§ **Required action**:
Transcribe all the entries word for word, but omit the images.

[Dataset entries]

· · · ·

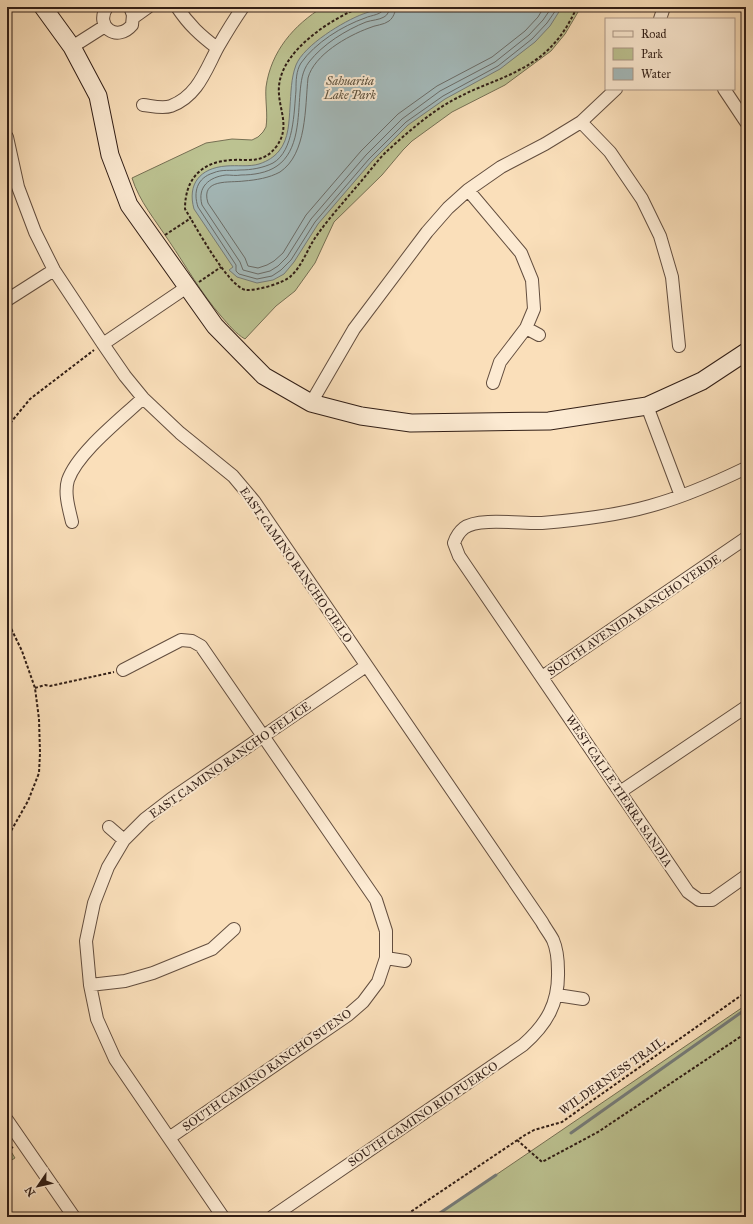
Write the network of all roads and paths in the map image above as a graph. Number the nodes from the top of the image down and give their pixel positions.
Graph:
1 (43, 7) edge
2 (107, 7) edge
3 (148, 7) edge
4 (177, 7) edge
5 (243, 7) edge
6 (362, 7) edge
7 (577, 7) edge
8 (664, 7) edge
9 (132, 12) edge
10 (660, 18) edge
11 (105, 26) junction
12 (72, 46) junction
13 (217, 48) junction
14 (615, 90) edge
15 (725, 90) edge
16 (143, 106) dead end
17 (580, 122) junction
18 (746, 122) edge
19 (7, 137) edge
20 (468, 190) junction
21 (191, 218) junction
22 (155, 242) junction
23 (221, 267) junction
24 (54, 270) junction
25 (188, 288) junction
26 (7, 300) edge
27 (526, 328) junction
28 (539, 335) dead end
29 (103, 344) junction
30 (679, 346) dead end
31 (746, 352) edge
32 (493, 383) dead end
33 (143, 398) junction
34 (311, 403) junction
35 (647, 406) junction
36 (7, 427) edge
37 (746, 468) edge
38 (681, 496) junction
39 (72, 522) dead end
40 (746, 538) edge
41 (7, 620) edge
42 (366, 666) junction
43 (123, 670) joint
44 (542, 677) junction
45 (35, 688) junction
46 (746, 707) edge
47 (264, 736) junction
48 (445, 781) joint
49 (620, 792) junction
50 (109, 827) dead end
51 (7, 838) edge
52 (124, 840) junction
53 (746, 876) edge
54 (234, 929) dead end
55 (386, 958) junction
56 (405, 961) dead end
57 (90, 985) junction
58 (746, 992) edge
59 (557, 995) junction
60 (583, 999) dead end
61 (746, 1033) edge
62 (7, 1120) edge
63 (169, 1138) junction
64 (518, 1140) junction
65 (74, 1217) edge
66 (223, 1217) edge
67 (272, 1217) edge
68 (403, 1217) edge

1 - 12 street
2 - 11 street
3 - 9 street
4 - 13 street
5 - 13 street
6 - 21 path
7 - 23 path
8 - 10 street
9 - 11 street
11 - 12 street
12 - 22 street
13 - 16 street
14 - 17 street
15 - 18 street
17 - 20 street
17 - 30 street
19 - 24 street, EAST CAMINO RANCHO CIELO
20 - 27 street
20 - 34 street
21 - 22 path
21 - 23 path
22 - 25 street
23 - 25 path
24 - 26 street
24 - 29 street, EAST CAMINO RANCHO CIELO
25 - 29 street
25 - 34 street
27 - 28 street
27 - 32 street
29 - 33 street, EAST CAMINO RANCHO CIELO
29 - 36 path
31 - 35 street
33 - 39 street
33 - 42 street, EAST CAMINO RANCHO CIELO
34 - 35 street
35 - 38 street
37 - 38 street
38 - 44 street, WEST CALLE TIERRA SANDIA
40 - 44 street, SOUTH AVENIDA RANCHO VERDE
41 - 45 path
42 - 47 street, EAST CAMINO RANCHO FELICE
42 - 48 street, EAST CAMINO RANCHO CIELO
43 - 45 path
43 - 47 street, SOUTH CAMINO RANCHO SUENO
44 - 49 street, WEST CALLE TIERRA SANDIA
45 - 51 path
46 - 49 street
47 - 52 street, EAST CAMINO RANCHO FELICE
47 - 55 street, SOUTH CAMINO RANCHO SUENO
48 - 59 street, SOUTH CAMINO RIO PUERCO
49 - 53 street, WEST CALLE TIERRA SANDIA
50 - 52 street
52 - 57 street, EAST CAMINO RANCHO FELICE
54 - 57 street
55 - 56 street
55 - 63 street, SOUTH CAMINO RANCHO SUENO
57 - 63 street, EAST CAMINO RANCHO FELICE
58 - 64 path, WILDERNESS TRAIL
59 - 60 street
59 - 67 street, SOUTH CAMINO RIO PUERCO
61 - 64 path
62 - 65 street
63 - 66 street, EAST CAMINO RANCHO FELICE
64 - 68 path, WILDERNESS TRAIL

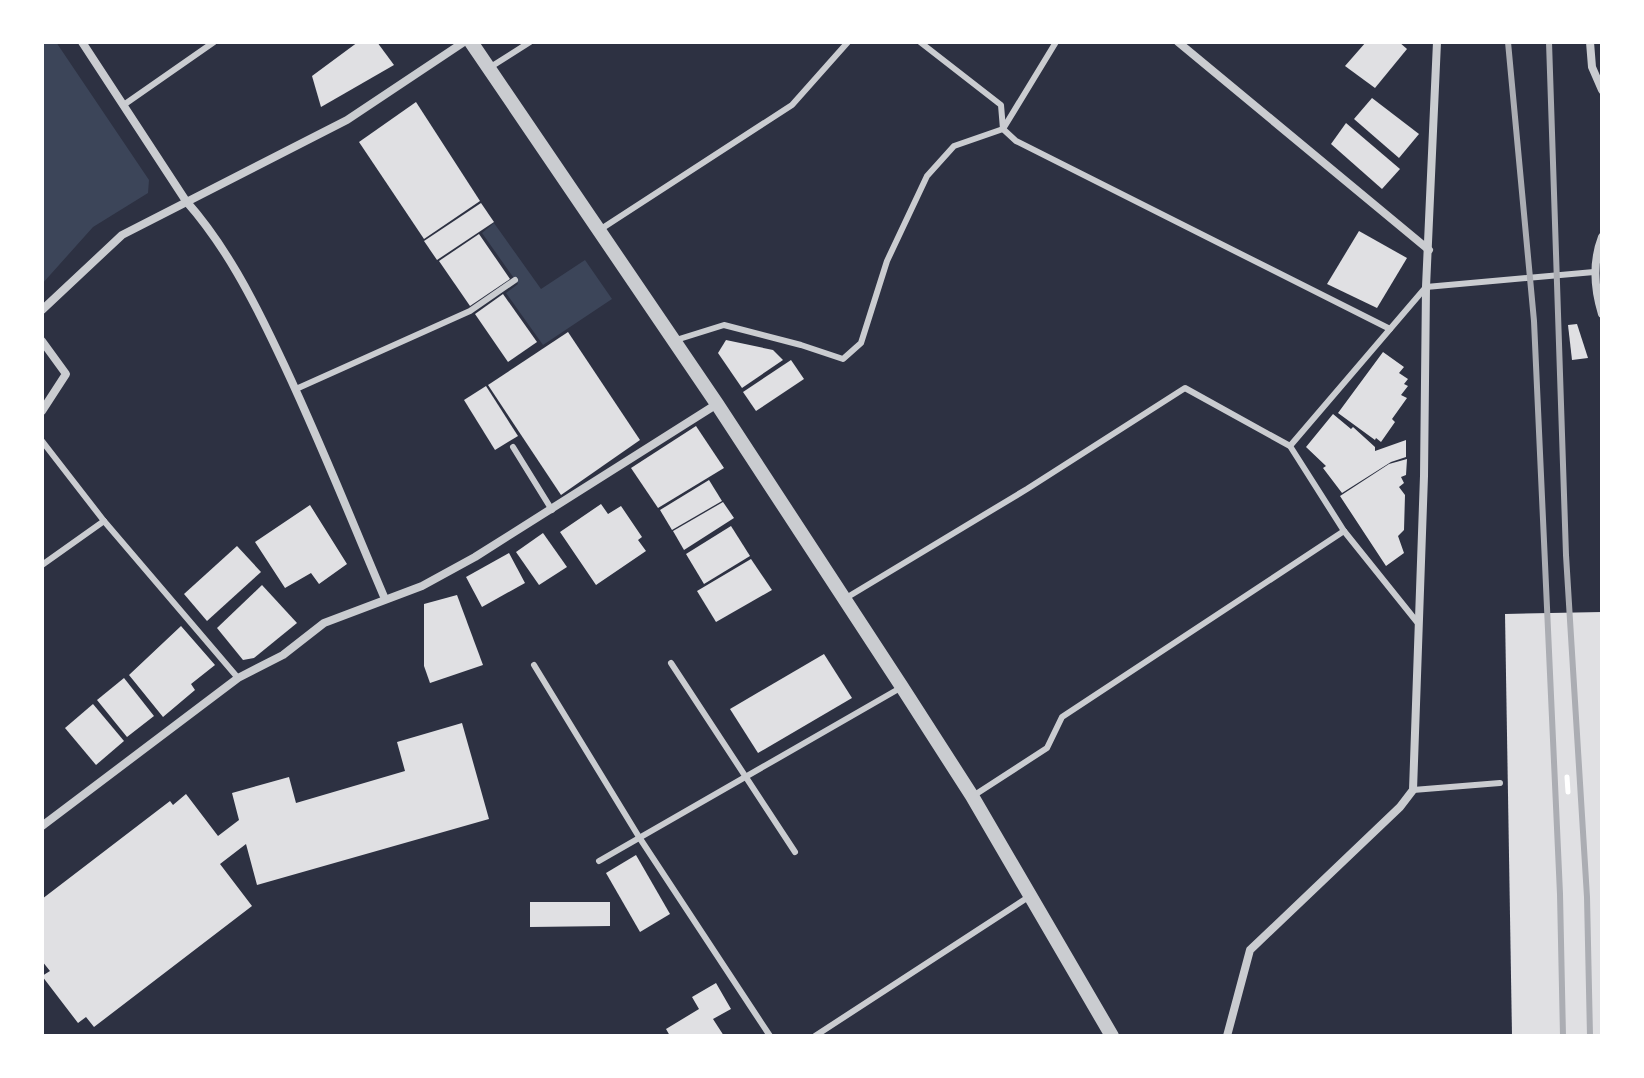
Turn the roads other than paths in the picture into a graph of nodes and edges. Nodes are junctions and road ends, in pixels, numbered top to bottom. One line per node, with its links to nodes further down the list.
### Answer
1 (82, 42): 14 (street)
2 (214, 42): 14 (lane)
3 (464, 42): 16 (street)
4 (471, 42): 12 (street)
5 (530, 42): 12 (lane)
6 (848, 42): 17 (lane)
7 (920, 42): 15 (lane)
8 (1056, 42): 15 (lane)
9 (1178, 42): 19 (street)
10 (1437, 42): 19 (street)
11 (1590, 42): 13 (street)
12 (489, 68): 17 (street)
13 (1602, 90)
14 (125, 104): 16 (street)
15 (1003, 129): 25 (lane); 27 (lane)
16 (186, 201): 23 (street); 28 (street)
17 (599, 230): 27 (street)
18 (1602, 237): 20 (street)
19 (1429, 250): 22 (street)
20 (1594, 272): 22 (lane); 24 (street)
21 (515, 280): 28 (lane)
22 (1426, 287): 25 (lane); 40 (street)
23 (42, 310)
24 (1602, 314)
25 (1390, 329): 32 (lane)
26 (42, 341): 30 (street)
27 (673, 341): 29 (street)
28 (296, 389): 38 (street)
29 (717, 404): 34 (street); 39 (street)
30 (42, 411)
31 (42, 441): 35 (lane)
32 (1290, 446): 36 (lane); 39 (lane)
33 (513, 447): 34 (lane)
34 (552, 510): 38 (street)
35 (104, 521): 37 (lane); 43 (lane)
36 (1344, 531): 40 (lane); 48 (lane)
37 (42, 565)
38 (385, 599): 43 (street)
39 (845, 599): 44 (street)
40 (1417, 622): 47 (street)
41 (671, 663): 45 (lane)
42 (534, 665): 50 (lane)
43 (238, 678): 49 (street)
44 (902, 687): 45 (lane); 48 (street)
45 (743, 777): 50 (lane); 51 (lane)
46 (1500, 783): 47 (lane)
47 (1413, 790): 57 (street)
48 (972, 796): 53 (street)
49 (42, 826)
50 (639, 837): 52 (lane); 54 (lane)
51 (795, 852)
52 (599, 861)
53 (1031, 896): 55 (lane); 56 (street)
54 (770, 1036)
55 (815, 1036)
56 (1112, 1036)
57 (1227, 1036)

· · · ·

§ **Response below**:
Write the network of all roads and paths in the map image above as a graph. Number the nodes from the top of the image down and give their pixel positions.
Graph:
1 (43, 7) edge
2 (107, 7) edge
3 (148, 7) edge
4 (177, 7) edge
5 (243, 7) edge
6 (362, 7) edge
7 (577, 7) edge
8 (664, 7) edge
9 (132, 12) edge
10 (660, 18) edge
11 (105, 26) junction
12 (72, 46) junction
13 (217, 48) junction
14 (615, 90) edge
15 (725, 90) edge
16 (143, 106) dead end
17 (580, 122) junction
18 (746, 122) edge
19 (7, 137) edge
20 (468, 190) junction
21 (191, 218) junction
22 (155, 242) junction
23 (221, 267) junction
24 (54, 270) junction
25 (188, 288) junction
26 (7, 300) edge
27 (526, 328) junction
28 (539, 335) dead end
29 (103, 344) junction
30 (679, 346) dead end
31 (746, 352) edge
32 (493, 383) dead end
33 (143, 398) junction
34 (311, 403) junction
35 (647, 406) junction
36 (7, 427) edge
37 (746, 468) edge
38 (681, 496) junction
39 (72, 522) dead end
40 (746, 538) edge
41 (7, 620) edge
42 (366, 666) junction
43 (123, 670) joint
44 (542, 677) junction
45 (35, 688) junction
46 (746, 707) edge
47 (264, 736) junction
48 (445, 781) joint
49 (620, 792) junction
50 (109, 827) dead end
51 (7, 838) edge
52 (124, 840) junction
53 (746, 876) edge
54 (234, 929) dead end
55 (386, 958) junction
56 (405, 961) dead end
57 (90, 985) junction
58 (746, 992) edge
59 (557, 995) junction
60 (583, 999) dead end
61 (746, 1033) edge
62 (7, 1120) edge
63 (169, 1138) junction
64 (518, 1140) junction
65 (74, 1217) edge
66 (223, 1217) edge
67 (272, 1217) edge
68 (403, 1217) edge

1 - 12 street
2 - 11 street
3 - 9 street
4 - 13 street
5 - 13 street
6 - 21 path
7 - 23 path
8 - 10 street
9 - 11 street
11 - 12 street
12 - 22 street
13 - 16 street
14 - 17 street
15 - 18 street
17 - 20 street
17 - 30 street
19 - 24 street, EAST CAMINO RANCHO CIELO
20 - 27 street
20 - 34 street
21 - 22 path
21 - 23 path
22 - 25 street
23 - 25 path
24 - 26 street
24 - 29 street, EAST CAMINO RANCHO CIELO
25 - 29 street
25 - 34 street
27 - 28 street
27 - 32 street
29 - 33 street, EAST CAMINO RANCHO CIELO
29 - 36 path
31 - 35 street
33 - 39 street
33 - 42 street, EAST CAMINO RANCHO CIELO
34 - 35 street
35 - 38 street
37 - 38 street
38 - 44 street, WEST CALLE TIERRA SANDIA
40 - 44 street, SOUTH AVENIDA RANCHO VERDE
41 - 45 path
42 - 47 street, EAST CAMINO RANCHO FELICE
42 - 48 street, EAST CAMINO RANCHO CIELO
43 - 45 path
43 - 47 street, SOUTH CAMINO RANCHO SUENO
44 - 49 street, WEST CALLE TIERRA SANDIA
45 - 51 path
46 - 49 street
47 - 52 street, EAST CAMINO RANCHO FELICE
47 - 55 street, SOUTH CAMINO RANCHO SUENO
48 - 59 street, SOUTH CAMINO RIO PUERCO
49 - 53 street, WEST CALLE TIERRA SANDIA
50 - 52 street
52 - 57 street, EAST CAMINO RANCHO FELICE
54 - 57 street
55 - 56 street
55 - 63 street, SOUTH CAMINO RANCHO SUENO
57 - 63 street, EAST CAMINO RANCHO FELICE
58 - 64 path, WILDERNESS TRAIL
59 - 60 street
59 - 67 street, SOUTH CAMINO RIO PUERCO
61 - 64 path
62 - 65 street
63 - 66 street, EAST CAMINO RANCHO FELICE
64 - 68 path, WILDERNESS TRAIL

Turn the roads other than paths in the picture into a graph of nodes and edges. Nodes are junctions and road ends, in pixels, numbered top to bottom. One line per node, with its links to nodes further down the list.
### Answer
1 (82, 42): 14 (street)
2 (214, 42): 14 (lane)
3 (464, 42): 16 (street)
4 (471, 42): 12 (street)
5 (530, 42): 12 (lane)
6 (848, 42): 17 (lane)
7 (920, 42): 15 (lane)
8 (1056, 42): 15 (lane)
9 (1178, 42): 19 (street)
10 (1437, 42): 19 (street)
11 (1590, 42): 13 (street)
12 (489, 68): 17 (street)
13 (1602, 90)
14 (125, 104): 16 (street)
15 (1003, 129): 25 (lane); 27 (lane)
16 (186, 201): 23 (street); 28 (street)
17 (599, 230): 27 (street)
18 (1602, 237): 20 (street)
19 (1429, 250): 22 (street)
20 (1594, 272): 22 (lane); 24 (street)
21 (515, 280): 28 (lane)
22 (1426, 287): 25 (lane); 40 (street)
23 (42, 310)
24 (1602, 314)
25 (1390, 329): 32 (lane)
26 (42, 341): 30 (street)
27 (673, 341): 29 (street)
28 (296, 389): 38 (street)
29 (717, 404): 34 (street); 39 (street)
30 (42, 411)
31 (42, 441): 35 (lane)
32 (1290, 446): 36 (lane); 39 (lane)
33 (513, 447): 34 (lane)
34 (552, 510): 38 (street)
35 (104, 521): 37 (lane); 43 (lane)
36 (1344, 531): 40 (lane); 48 (lane)
37 (42, 565)
38 (385, 599): 43 (street)
39 (845, 599): 44 (street)
40 (1417, 622): 47 (street)
41 (671, 663): 45 (lane)
42 (534, 665): 50 (lane)
43 (238, 678): 49 (street)
44 (902, 687): 45 (lane); 48 (street)
45 (743, 777): 50 (lane); 51 (lane)
46 (1500, 783): 47 (lane)
47 (1413, 790): 57 (street)
48 (972, 796): 53 (street)
49 (42, 826)
50 (639, 837): 52 (lane); 54 (lane)
51 (795, 852)
52 (599, 861)
53 (1031, 896): 55 (lane); 56 (street)
54 (770, 1036)
55 (815, 1036)
56 (1112, 1036)
57 (1227, 1036)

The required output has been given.